Material for the task
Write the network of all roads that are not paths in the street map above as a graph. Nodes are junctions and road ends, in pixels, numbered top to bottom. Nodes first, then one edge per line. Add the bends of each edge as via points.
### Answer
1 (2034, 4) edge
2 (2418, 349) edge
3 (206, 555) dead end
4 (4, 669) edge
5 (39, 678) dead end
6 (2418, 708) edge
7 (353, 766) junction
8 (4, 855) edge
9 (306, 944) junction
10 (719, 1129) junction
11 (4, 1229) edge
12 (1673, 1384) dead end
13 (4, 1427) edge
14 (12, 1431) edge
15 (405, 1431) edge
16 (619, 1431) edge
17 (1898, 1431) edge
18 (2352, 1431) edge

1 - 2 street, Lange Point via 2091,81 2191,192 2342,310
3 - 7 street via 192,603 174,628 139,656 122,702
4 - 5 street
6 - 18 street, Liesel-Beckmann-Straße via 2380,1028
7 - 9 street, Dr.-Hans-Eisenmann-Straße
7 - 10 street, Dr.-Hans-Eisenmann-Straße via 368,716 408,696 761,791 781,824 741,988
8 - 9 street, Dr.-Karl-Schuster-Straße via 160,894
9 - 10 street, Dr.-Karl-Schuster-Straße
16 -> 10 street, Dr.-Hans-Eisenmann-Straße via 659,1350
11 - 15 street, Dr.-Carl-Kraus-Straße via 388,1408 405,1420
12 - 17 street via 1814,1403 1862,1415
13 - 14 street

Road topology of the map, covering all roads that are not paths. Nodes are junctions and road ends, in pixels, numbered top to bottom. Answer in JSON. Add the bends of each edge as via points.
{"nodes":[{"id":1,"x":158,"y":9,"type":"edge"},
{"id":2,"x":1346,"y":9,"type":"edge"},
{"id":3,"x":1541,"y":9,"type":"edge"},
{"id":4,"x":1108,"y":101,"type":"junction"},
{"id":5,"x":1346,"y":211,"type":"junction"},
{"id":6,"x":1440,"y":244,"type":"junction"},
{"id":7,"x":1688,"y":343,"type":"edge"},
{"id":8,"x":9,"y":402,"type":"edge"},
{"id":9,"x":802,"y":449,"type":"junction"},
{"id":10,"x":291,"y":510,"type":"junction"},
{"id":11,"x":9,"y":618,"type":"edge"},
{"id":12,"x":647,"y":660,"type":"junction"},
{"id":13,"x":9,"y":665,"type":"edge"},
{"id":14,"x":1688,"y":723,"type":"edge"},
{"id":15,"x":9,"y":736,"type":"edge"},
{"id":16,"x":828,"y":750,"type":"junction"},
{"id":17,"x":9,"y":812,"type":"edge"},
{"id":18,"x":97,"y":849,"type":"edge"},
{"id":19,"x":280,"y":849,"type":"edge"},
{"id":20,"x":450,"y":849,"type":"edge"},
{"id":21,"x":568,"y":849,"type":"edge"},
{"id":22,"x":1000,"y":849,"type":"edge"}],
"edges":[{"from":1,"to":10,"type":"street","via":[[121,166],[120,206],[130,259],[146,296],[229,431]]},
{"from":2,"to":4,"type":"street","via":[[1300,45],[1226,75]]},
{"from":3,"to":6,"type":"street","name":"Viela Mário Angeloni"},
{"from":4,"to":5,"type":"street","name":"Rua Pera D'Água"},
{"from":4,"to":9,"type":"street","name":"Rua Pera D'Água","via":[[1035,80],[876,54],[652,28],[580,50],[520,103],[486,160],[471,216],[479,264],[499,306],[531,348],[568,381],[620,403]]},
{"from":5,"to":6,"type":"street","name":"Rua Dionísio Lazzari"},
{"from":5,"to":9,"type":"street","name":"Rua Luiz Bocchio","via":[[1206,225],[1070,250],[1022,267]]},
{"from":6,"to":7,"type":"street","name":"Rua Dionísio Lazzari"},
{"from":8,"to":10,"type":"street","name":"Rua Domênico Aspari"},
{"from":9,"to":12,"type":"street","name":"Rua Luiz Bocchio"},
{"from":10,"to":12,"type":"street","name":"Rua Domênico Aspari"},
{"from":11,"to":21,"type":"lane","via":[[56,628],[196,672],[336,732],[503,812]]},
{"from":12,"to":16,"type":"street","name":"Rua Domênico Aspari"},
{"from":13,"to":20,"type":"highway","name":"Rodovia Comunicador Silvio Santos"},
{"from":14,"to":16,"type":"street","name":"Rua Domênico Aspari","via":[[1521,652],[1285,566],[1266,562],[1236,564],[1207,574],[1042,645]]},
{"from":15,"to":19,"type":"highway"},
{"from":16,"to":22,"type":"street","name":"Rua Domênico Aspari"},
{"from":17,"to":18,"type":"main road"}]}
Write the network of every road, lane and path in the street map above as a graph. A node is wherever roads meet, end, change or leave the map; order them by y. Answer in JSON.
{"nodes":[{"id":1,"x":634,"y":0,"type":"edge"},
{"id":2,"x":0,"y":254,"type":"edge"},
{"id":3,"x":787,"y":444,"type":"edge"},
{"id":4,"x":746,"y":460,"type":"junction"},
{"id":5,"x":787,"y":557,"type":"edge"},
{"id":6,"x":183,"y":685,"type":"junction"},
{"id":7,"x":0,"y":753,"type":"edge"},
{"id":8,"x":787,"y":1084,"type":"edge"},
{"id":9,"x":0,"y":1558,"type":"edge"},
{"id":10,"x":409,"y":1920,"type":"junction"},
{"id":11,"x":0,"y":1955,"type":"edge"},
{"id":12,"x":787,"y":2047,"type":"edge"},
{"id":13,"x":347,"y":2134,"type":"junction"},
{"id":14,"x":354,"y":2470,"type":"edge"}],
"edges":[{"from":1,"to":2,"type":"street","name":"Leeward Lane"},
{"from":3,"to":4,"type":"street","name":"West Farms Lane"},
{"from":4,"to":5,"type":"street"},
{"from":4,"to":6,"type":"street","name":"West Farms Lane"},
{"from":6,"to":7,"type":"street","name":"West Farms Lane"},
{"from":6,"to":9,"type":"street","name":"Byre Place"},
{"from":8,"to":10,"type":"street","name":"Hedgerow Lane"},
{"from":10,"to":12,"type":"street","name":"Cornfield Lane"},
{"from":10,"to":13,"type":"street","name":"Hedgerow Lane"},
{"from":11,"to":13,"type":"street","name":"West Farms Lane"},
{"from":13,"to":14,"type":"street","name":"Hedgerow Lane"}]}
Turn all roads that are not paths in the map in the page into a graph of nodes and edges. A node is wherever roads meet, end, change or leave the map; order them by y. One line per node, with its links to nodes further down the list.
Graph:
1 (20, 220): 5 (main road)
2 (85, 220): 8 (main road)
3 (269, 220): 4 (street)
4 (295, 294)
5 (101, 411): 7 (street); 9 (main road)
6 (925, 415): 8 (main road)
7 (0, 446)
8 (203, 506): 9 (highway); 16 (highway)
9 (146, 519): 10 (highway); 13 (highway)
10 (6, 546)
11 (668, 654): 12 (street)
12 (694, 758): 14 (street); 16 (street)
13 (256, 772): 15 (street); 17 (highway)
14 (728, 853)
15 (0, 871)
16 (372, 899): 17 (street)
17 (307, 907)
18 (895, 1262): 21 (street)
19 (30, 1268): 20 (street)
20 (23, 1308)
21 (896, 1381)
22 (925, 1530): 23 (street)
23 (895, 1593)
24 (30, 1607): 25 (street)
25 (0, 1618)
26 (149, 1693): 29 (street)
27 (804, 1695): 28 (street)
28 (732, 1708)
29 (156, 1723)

Work request
Repeat every entry exactly. Nothing may be dropped.

Reply
Write the network of all roads that are not paths in the street map above as a graph. Nodes are junctions and road ends, in pixels, numbered top to bottom. Nodes first, then one edge per line. Add the bends of each edge as via points.
### Answer
1 (2034, 4) edge
2 (2418, 349) edge
3 (206, 555) dead end
4 (4, 669) edge
5 (39, 678) dead end
6 (2418, 708) edge
7 (353, 766) junction
8 (4, 855) edge
9 (306, 944) junction
10 (719, 1129) junction
11 (4, 1229) edge
12 (1673, 1384) dead end
13 (4, 1427) edge
14 (12, 1431) edge
15 (405, 1431) edge
16 (619, 1431) edge
17 (1898, 1431) edge
18 (2352, 1431) edge

1 - 2 street, Lange Point via 2091,81 2191,192 2342,310
3 - 7 street via 192,603 174,628 139,656 122,702
4 - 5 street
6 - 18 street, Liesel-Beckmann-Straße via 2380,1028
7 - 9 street, Dr.-Hans-Eisenmann-Straße
7 - 10 street, Dr.-Hans-Eisenmann-Straße via 368,716 408,696 761,791 781,824 741,988
8 - 9 street, Dr.-Karl-Schuster-Straße via 160,894
9 - 10 street, Dr.-Karl-Schuster-Straße
16 -> 10 street, Dr.-Hans-Eisenmann-Straße via 659,1350
11 - 15 street, Dr.-Carl-Kraus-Straße via 388,1408 405,1420
12 - 17 street via 1814,1403 1862,1415
13 - 14 street

Road topology of the map, covering all roads that are not paths. Nodes are junctions and road ends, in pixels, numbered top to bottom. Answer in JSON. Add the bends of each edge as via points.
{"nodes":[{"id":1,"x":158,"y":9,"type":"edge"},
{"id":2,"x":1346,"y":9,"type":"edge"},
{"id":3,"x":1541,"y":9,"type":"edge"},
{"id":4,"x":1108,"y":101,"type":"junction"},
{"id":5,"x":1346,"y":211,"type":"junction"},
{"id":6,"x":1440,"y":244,"type":"junction"},
{"id":7,"x":1688,"y":343,"type":"edge"},
{"id":8,"x":9,"y":402,"type":"edge"},
{"id":9,"x":802,"y":449,"type":"junction"},
{"id":10,"x":291,"y":510,"type":"junction"},
{"id":11,"x":9,"y":618,"type":"edge"},
{"id":12,"x":647,"y":660,"type":"junction"},
{"id":13,"x":9,"y":665,"type":"edge"},
{"id":14,"x":1688,"y":723,"type":"edge"},
{"id":15,"x":9,"y":736,"type":"edge"},
{"id":16,"x":828,"y":750,"type":"junction"},
{"id":17,"x":9,"y":812,"type":"edge"},
{"id":18,"x":97,"y":849,"type":"edge"},
{"id":19,"x":280,"y":849,"type":"edge"},
{"id":20,"x":450,"y":849,"type":"edge"},
{"id":21,"x":568,"y":849,"type":"edge"},
{"id":22,"x":1000,"y":849,"type":"edge"}],
"edges":[{"from":1,"to":10,"type":"street","via":[[121,166],[120,206],[130,259],[146,296],[229,431]]},
{"from":2,"to":4,"type":"street","via":[[1300,45],[1226,75]]},
{"from":3,"to":6,"type":"street","name":"Viela Mário Angeloni"},
{"from":4,"to":5,"type":"street","name":"Rua Pera D'Água"},
{"from":4,"to":9,"type":"street","name":"Rua Pera D'Água","via":[[1035,80],[876,54],[652,28],[580,50],[520,103],[486,160],[471,216],[479,264],[499,306],[531,348],[568,381],[620,403]]},
{"from":5,"to":6,"type":"street","name":"Rua Dionísio Lazzari"},
{"from":5,"to":9,"type":"street","name":"Rua Luiz Bocchio","via":[[1206,225],[1070,250],[1022,267]]},
{"from":6,"to":7,"type":"street","name":"Rua Dionísio Lazzari"},
{"from":8,"to":10,"type":"street","name":"Rua Domênico Aspari"},
{"from":9,"to":12,"type":"street","name":"Rua Luiz Bocchio"},
{"from":10,"to":12,"type":"street","name":"Rua Domênico Aspari"},
{"from":11,"to":21,"type":"lane","via":[[56,628],[196,672],[336,732],[503,812]]},
{"from":12,"to":16,"type":"street","name":"Rua Domênico Aspari"},
{"from":13,"to":20,"type":"highway","name":"Rodovia Comunicador Silvio Santos"},
{"from":14,"to":16,"type":"street","name":"Rua Domênico Aspari","via":[[1521,652],[1285,566],[1266,562],[1236,564],[1207,574],[1042,645]]},
{"from":15,"to":19,"type":"highway"},
{"from":16,"to":22,"type":"street","name":"Rua Domênico Aspari"},
{"from":17,"to":18,"type":"main road"}]}
Write the network of every road, lane and path in the street map above as a graph. A node is wherever roads meet, end, change or leave the map; order them by y. Answer in JSON.
{"nodes":[{"id":1,"x":634,"y":0,"type":"edge"},
{"id":2,"x":0,"y":254,"type":"edge"},
{"id":3,"x":787,"y":444,"type":"edge"},
{"id":4,"x":746,"y":460,"type":"junction"},
{"id":5,"x":787,"y":557,"type":"edge"},
{"id":6,"x":183,"y":685,"type":"junction"},
{"id":7,"x":0,"y":753,"type":"edge"},
{"id":8,"x":787,"y":1084,"type":"edge"},
{"id":9,"x":0,"y":1558,"type":"edge"},
{"id":10,"x":409,"y":1920,"type":"junction"},
{"id":11,"x":0,"y":1955,"type":"edge"},
{"id":12,"x":787,"y":2047,"type":"edge"},
{"id":13,"x":347,"y":2134,"type":"junction"},
{"id":14,"x":354,"y":2470,"type":"edge"}],
"edges":[{"from":1,"to":2,"type":"street","name":"Leeward Lane"},
{"from":3,"to":4,"type":"street","name":"West Farms Lane"},
{"from":4,"to":5,"type":"street"},
{"from":4,"to":6,"type":"street","name":"West Farms Lane"},
{"from":6,"to":7,"type":"street","name":"West Farms Lane"},
{"from":6,"to":9,"type":"street","name":"Byre Place"},
{"from":8,"to":10,"type":"street","name":"Hedgerow Lane"},
{"from":10,"to":12,"type":"street","name":"Cornfield Lane"},
{"from":10,"to":13,"type":"street","name":"Hedgerow Lane"},
{"from":11,"to":13,"type":"street","name":"West Farms Lane"},
{"from":13,"to":14,"type":"street","name":"Hedgerow Lane"}]}
Turn all roads that are not paths in the map in the page into a graph of nodes and edges. A node is wherever roads meet, end, change or leave the map; order them by y. One line per node, with its links to nodes further down the list.
Graph:
1 (20, 220): 5 (main road)
2 (85, 220): 8 (main road)
3 (269, 220): 4 (street)
4 (295, 294)
5 (101, 411): 7 (street); 9 (main road)
6 (925, 415): 8 (main road)
7 (0, 446)
8 (203, 506): 9 (highway); 16 (highway)
9 (146, 519): 10 (highway); 13 (highway)
10 (6, 546)
11 (668, 654): 12 (street)
12 (694, 758): 14 (street); 16 (street)
13 (256, 772): 15 (street); 17 (highway)
14 (728, 853)
15 (0, 871)
16 (372, 899): 17 (street)
17 (307, 907)
18 (895, 1262): 21 (street)
19 (30, 1268): 20 (street)
20 (23, 1308)
21 (896, 1381)
22 (925, 1530): 23 (street)
23 (895, 1593)
24 (30, 1607): 25 (street)
25 (0, 1618)
26 (149, 1693): 29 (street)
27 (804, 1695): 28 (street)
28 (732, 1708)
29 (156, 1723)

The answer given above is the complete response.